Precalculus. This consists of advanced topics from algebra, such as the conic sections, logarithmic
and exponential functions, and perhaps more importantly, trigonometry. Trigonometry is a study of the relations
of the sides of a right triangle. The basic definitions of the trig functions -- sine, cosine, tangent, etc. -- are taught both
in terms of a right triangle, and from the unit circle. Precalculus may be thought of as the culmination of high school math,
all that is required to go on to the university level.

Calculus. Calculus represents a definite step to a higher and more modern level of mathematics. Calculus was
first developed in the 17th century. Isaac Newton and Gottfried Leibniz are often considered the inventors of calculus.
Calculus consists of two major parts. The first is called differentiation, or taking the derivative of a function.
Simply put, the derivative of a function is the slope of the line tangent to the function, which is also a function itself.
The second major part is called integration Simply put, this is calculating the area under the graph of a function.
It turns out that these two seemingly different calculations are the inverses of each other.
Calculus provides means to solve problems which were not solvable before.
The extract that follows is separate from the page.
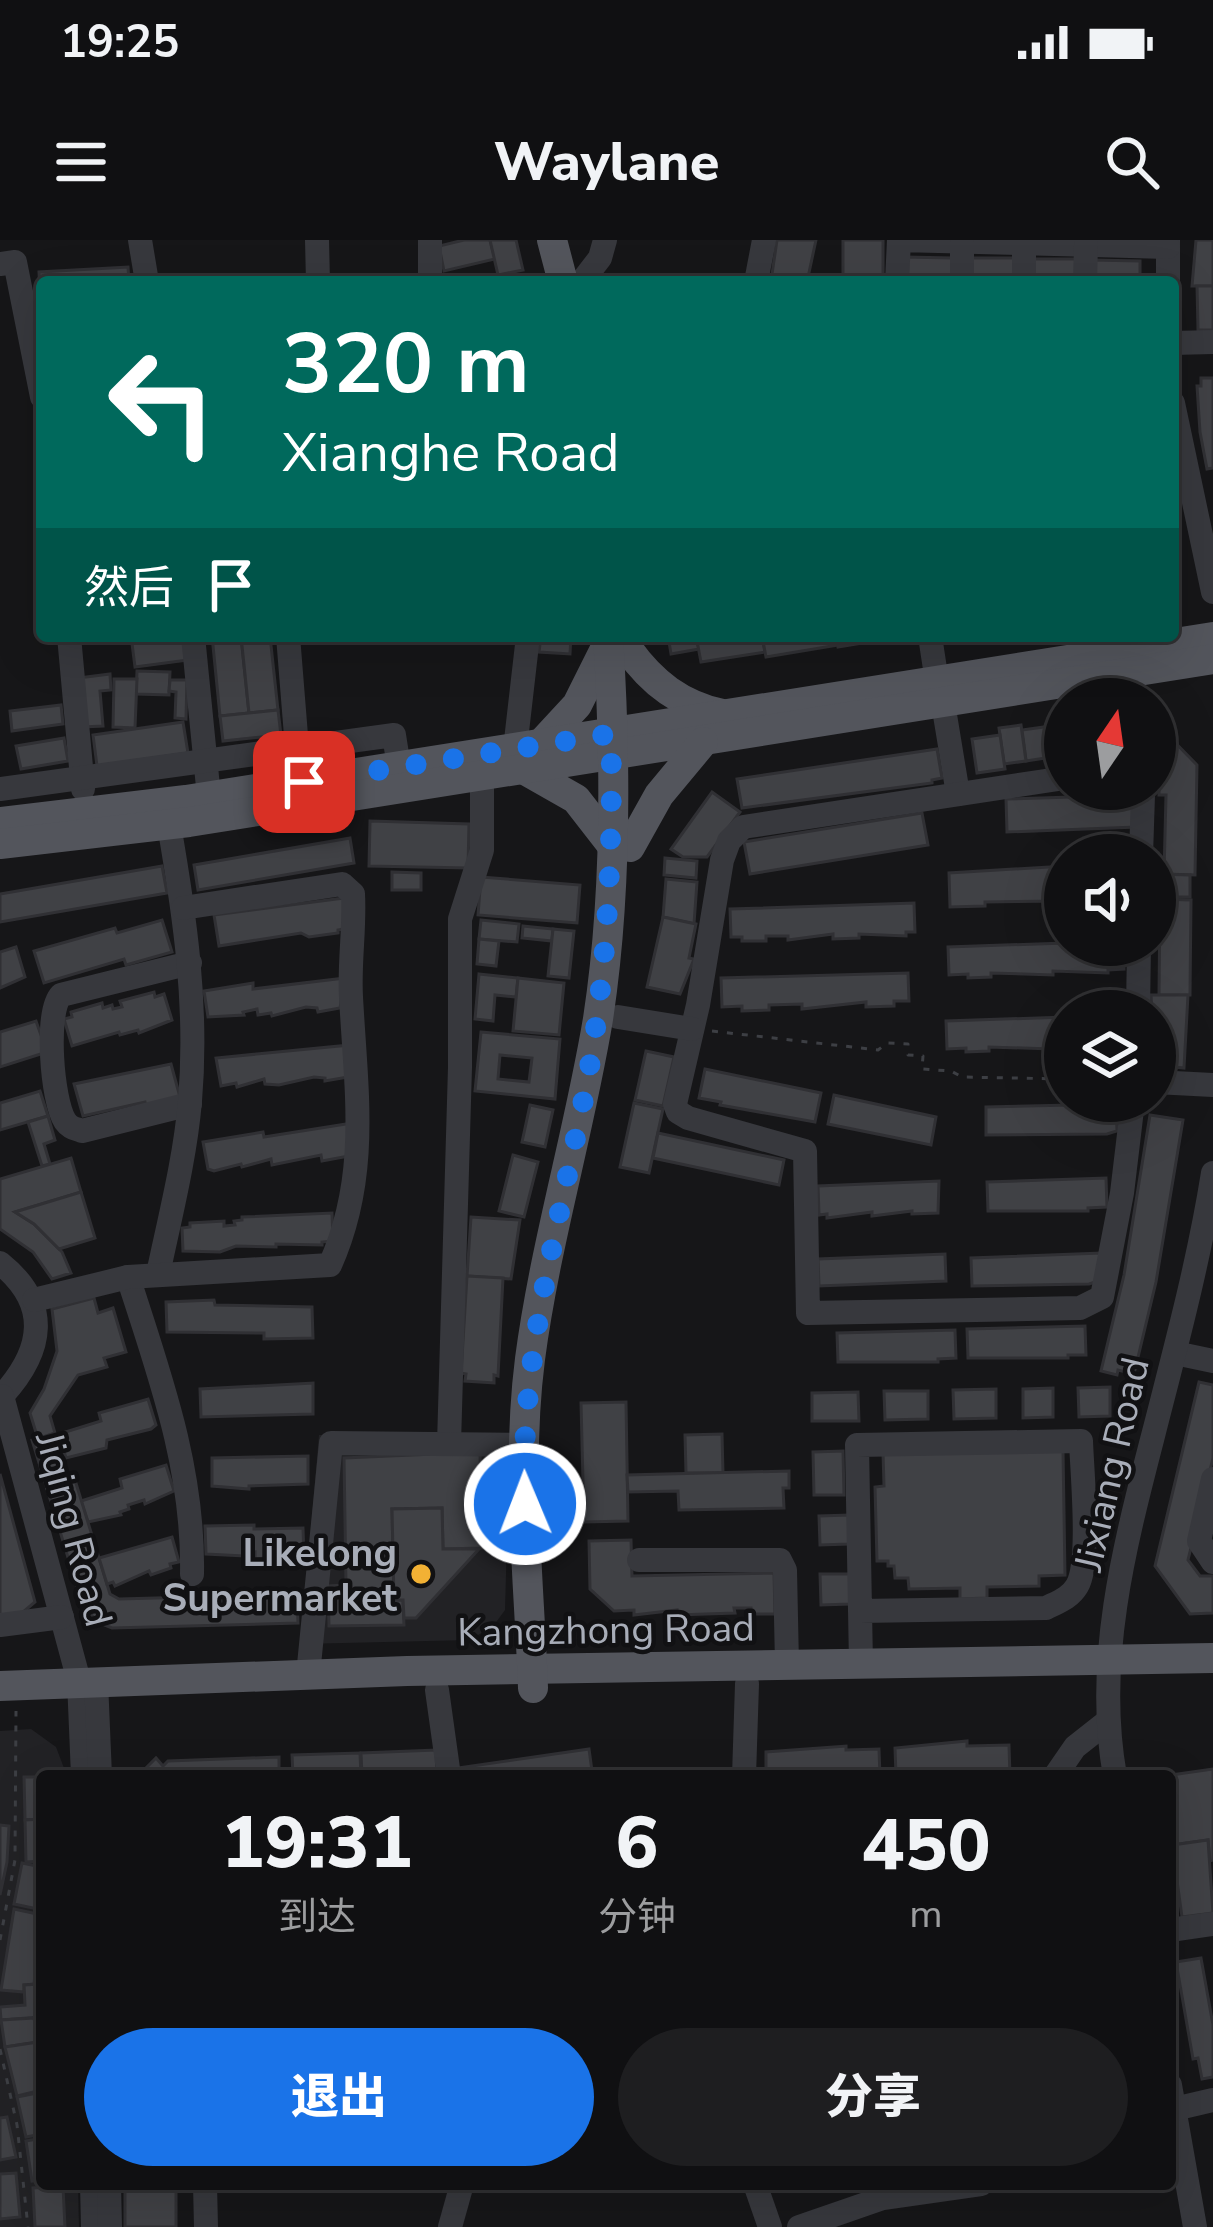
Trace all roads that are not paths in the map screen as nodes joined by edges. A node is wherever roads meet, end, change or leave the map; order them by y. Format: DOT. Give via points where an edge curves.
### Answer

It is used, for example, in calculating speed
and velocity, the trajectories of the planets, a comet, or a space ship going to the moon.
Calculus makes EXTENSIVE use of algebra, geometry, trigonometry, all the precalculus subjects.
At Learn, I will be offering calculus very soon, tentatively in the fall of 2015. This will require a serious commitment
on the part of the students, and a demanding schedule. More information will be provided on this soon.